NHS leadership acknowledged the ongoing challenges while highlighting recent initiatives. An NHS spokesman stated: "The NHS is seeing and treating record numbers of patients for cancer, with more than three quarters of people receiving a diagnosis or all clear within four weeks, but there are still too many people experiencing unacceptably long waits for their first treatment. Our landmark National Cancer Plan sets out a clear roadmap to ensuring we are meeting all three cancer standards to see and treat patients on time over the next three years."

Individual trusts have implemented various strategies to address performance gaps. Kirsten Major, chief executive of Sheffield Teaching Hospitals, explained: "We previously had some of the best cancer waiting times, so we are concerned about the drop in performance and the impact on our patients. This is one of our top three priorities and as such, we have already taken actions to turn this around, including additional clinics and diagnostic capacity and changes to improve and speed up the care that we provide."

Similarly, Dawn Scrafield, chief executive of Mid & South Essex NHS Foundation Trust, outlined their approach: "Improving cancer care is one of our key priorities – we know we need to do more and that our patients deserve better. We have invested in new technologies to help us treat cancer more quickly, and have also increased the provision of diagnostic tests, outpatient clinics and cancer surgery to reduce the time to diagnosis and treatment."

Future Challenges and Technological Solutions

The analysis indicates that 65 of the 119 trusts experienced year-on-year improvements in the percentage of patients seen within 62 days, while 54 trusts saw declines. This fluctuation underscores the difficulty in maintaining consistent progress across the health system.

Bea Taylor from the Nuffield Trust emphasized the need for sustained momentum: "The NHS often struggles to sustain progress on improving cancer waiting times, but there isn't time for stagnation as trusts work towards the 85% target.
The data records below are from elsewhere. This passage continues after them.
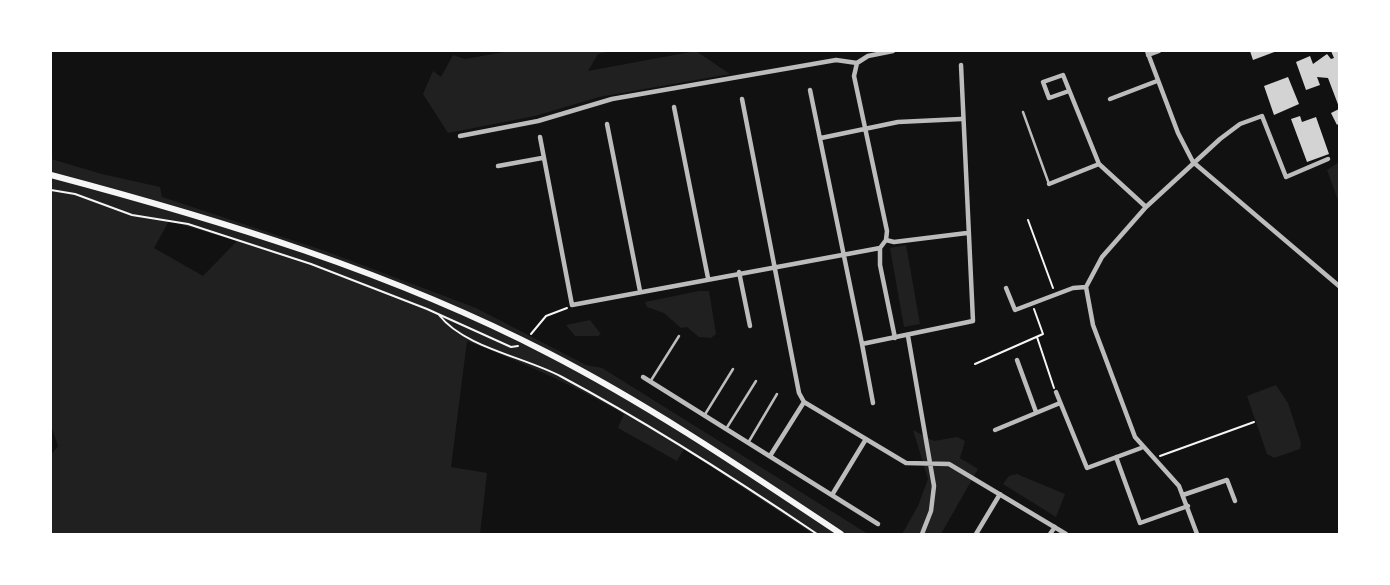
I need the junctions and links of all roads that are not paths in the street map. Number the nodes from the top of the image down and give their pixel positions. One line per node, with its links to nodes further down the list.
1 (892, 51): 4 (street)
2 (1159, 51): 3 (street)
3 (1148, 53): 6 (street)
4 (857, 63): 15 (street); 16 (street)
5 (961, 65): 13 (street)
6 (1157, 81): 10 (street); 21 (street)
7 (810, 90): 18 (street)
8 (1069, 91): 8 (street); 22 (street)
9 (743, 99): 31 (street)
10 (1110, 99)
11 (674, 107): 33 (street)
12 (1023, 112): 25 (lane)
13 (961, 119): 15 (street); 27 (street)
14 (607, 124): 37 (street)
15 (865, 129): 18 (street); 28 (street)
16 (460, 136)
17 (540, 137): 19 (street)
18 (821, 138): 30 (street)
19 (542, 158): 23 (street); 37 (street)
20 (1328, 159): 21 (street)
21 (1193, 162): 26 (street); 34 (street)
22 (1099, 164): 25 (street); 26 (street)
23 (498, 166)
24 (51, 175): 71 (main road)
25 (1049, 184)
26 (1146, 207): 36 (street)
27 (967, 233): 28 (street); 40 (street)
28 (886, 240): 29 (street)
29 (880, 248): 30 (street); 41 (street)
30 (845, 253): 31 (street); 42 (street)
31 (775, 265): 32 (street); 50 (street)
32 (739, 272): 33 (street); 38 (street)
33 (708, 278): 37 (street)
34 (1339, 286)
35 (1006, 288): 36 (street)
36 (1086, 288): 59 (street)
37 (640, 291)
38 (750, 326)
39 (679, 336): 46 (lane)
40 (908, 337): 41 (street); 62 (street)
41 (895, 338): 42 (street)
42 (862, 344): 51 (street)
43 (1017, 360): 53 (street)
44 (733, 369): 54 (lane)
45 (643, 377): 46 (street)
46 (650, 382): 54 (street)
47 (756, 382): 55 (lane)
48 (1056, 392): 52 (street)
49 (777, 394): 58 (lane)
50 (804, 402): 57 (street); 60 (street)
51 (873, 403)
52 (1060, 403): 53 (street); 61 (street)
53 (1036, 412): 56 (street)
54 (704, 416): 55 (street)
55 (726, 429): 58 (street)
56 (995, 430)
57 (866, 439): 62 (street); 64 (street)
58 (748, 443): 60 (street)
59 (1141, 448): 61 (street); 65 (street)
60 (770, 456): 64 (street)
61 (1116, 457): 67 (street)
62 (929, 463): 63 (street); 70 (street)
63 (1000, 494): 69 (street); 72 (street)
64 (832, 495): 68 (street)
65 (1183, 495): 66 (street); 67 (street)
66 (1234, 501)
67 (1188, 506): 75 (street)
68 (878, 524)
69 (1055, 527): 73 (street); 74 (street)
70 (922, 533)
71 (841, 534)
72 (976, 534)
73 (1050, 534)
74 (1066, 534)
75 (1197, 534)

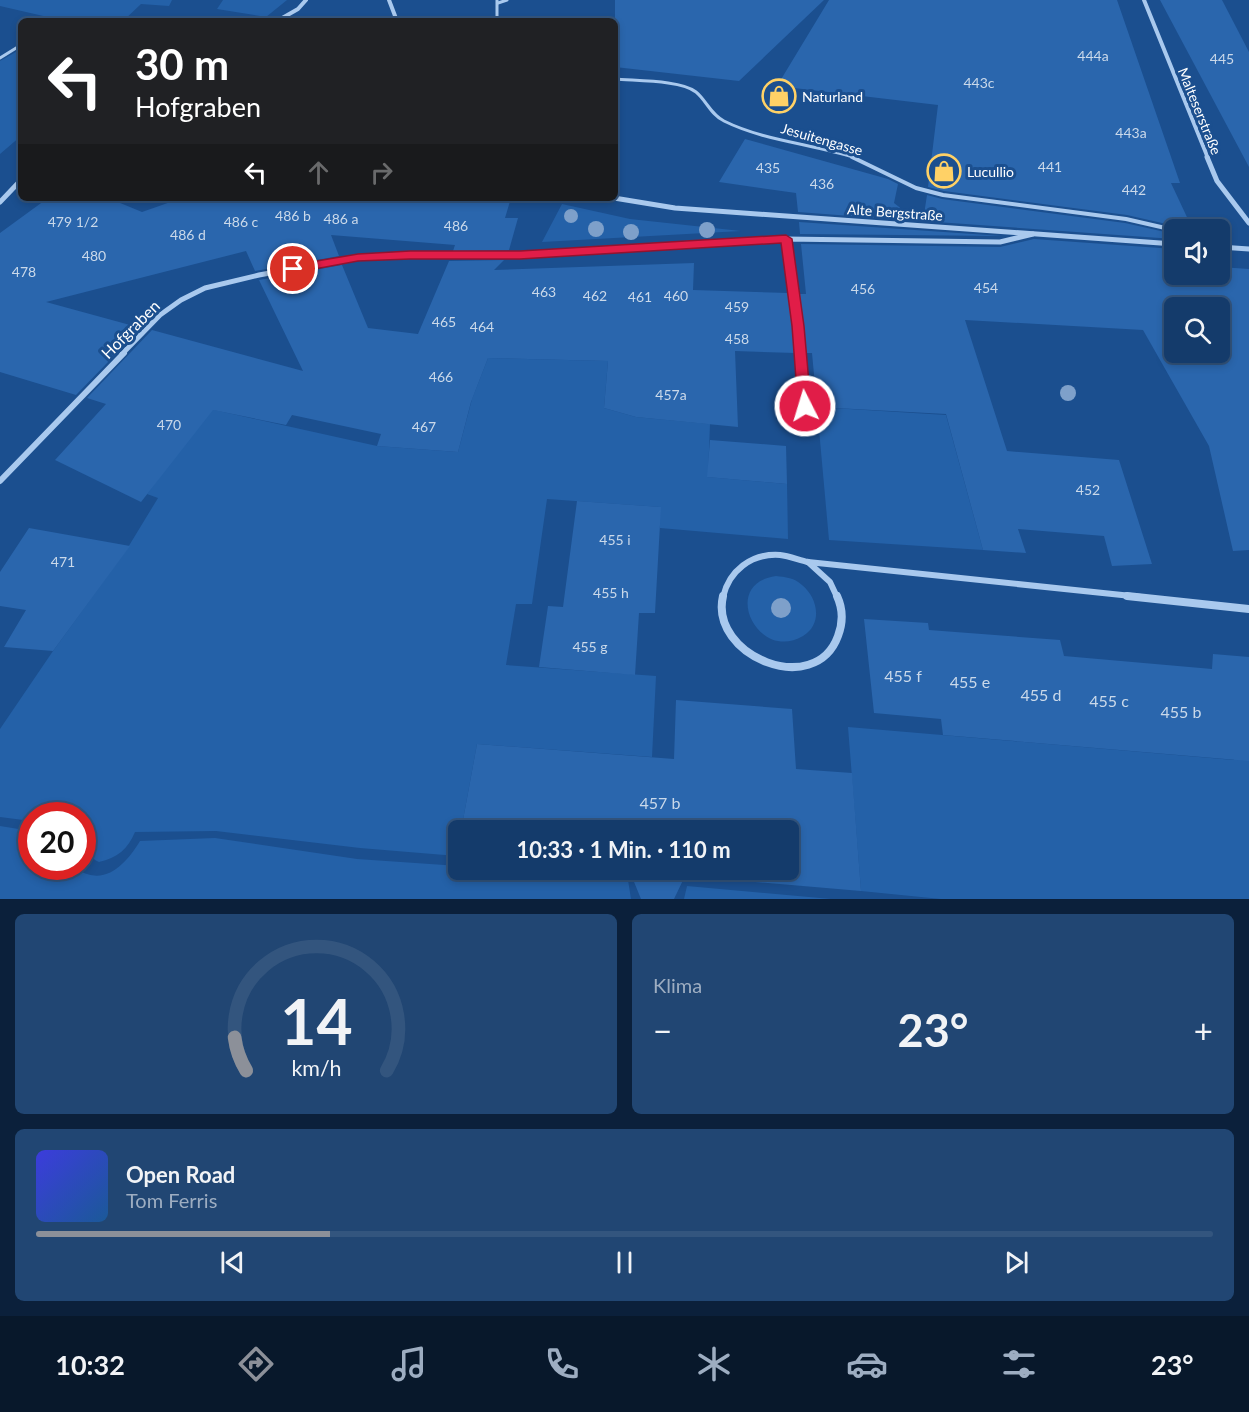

For this to be achieved there is still a considerable gap to close, and the NHS will need to keep up momentum and build on it, instead of fluctuating throughout the year."

She also highlighted potential technological solutions: "Taking advantage of new developments in digital technology could help, for example, by using AI to speed up diagnosis for patients, but making the UK 'world-leading' on cancer will take time and the commitment of scarce resources in a health service already under pressure."

With the government's commitment to meet all cancer waiting times targets in England by 2029, significant investment in NHS workforce and equipment will be essential to deliver meaningful improvements for patients nationwide.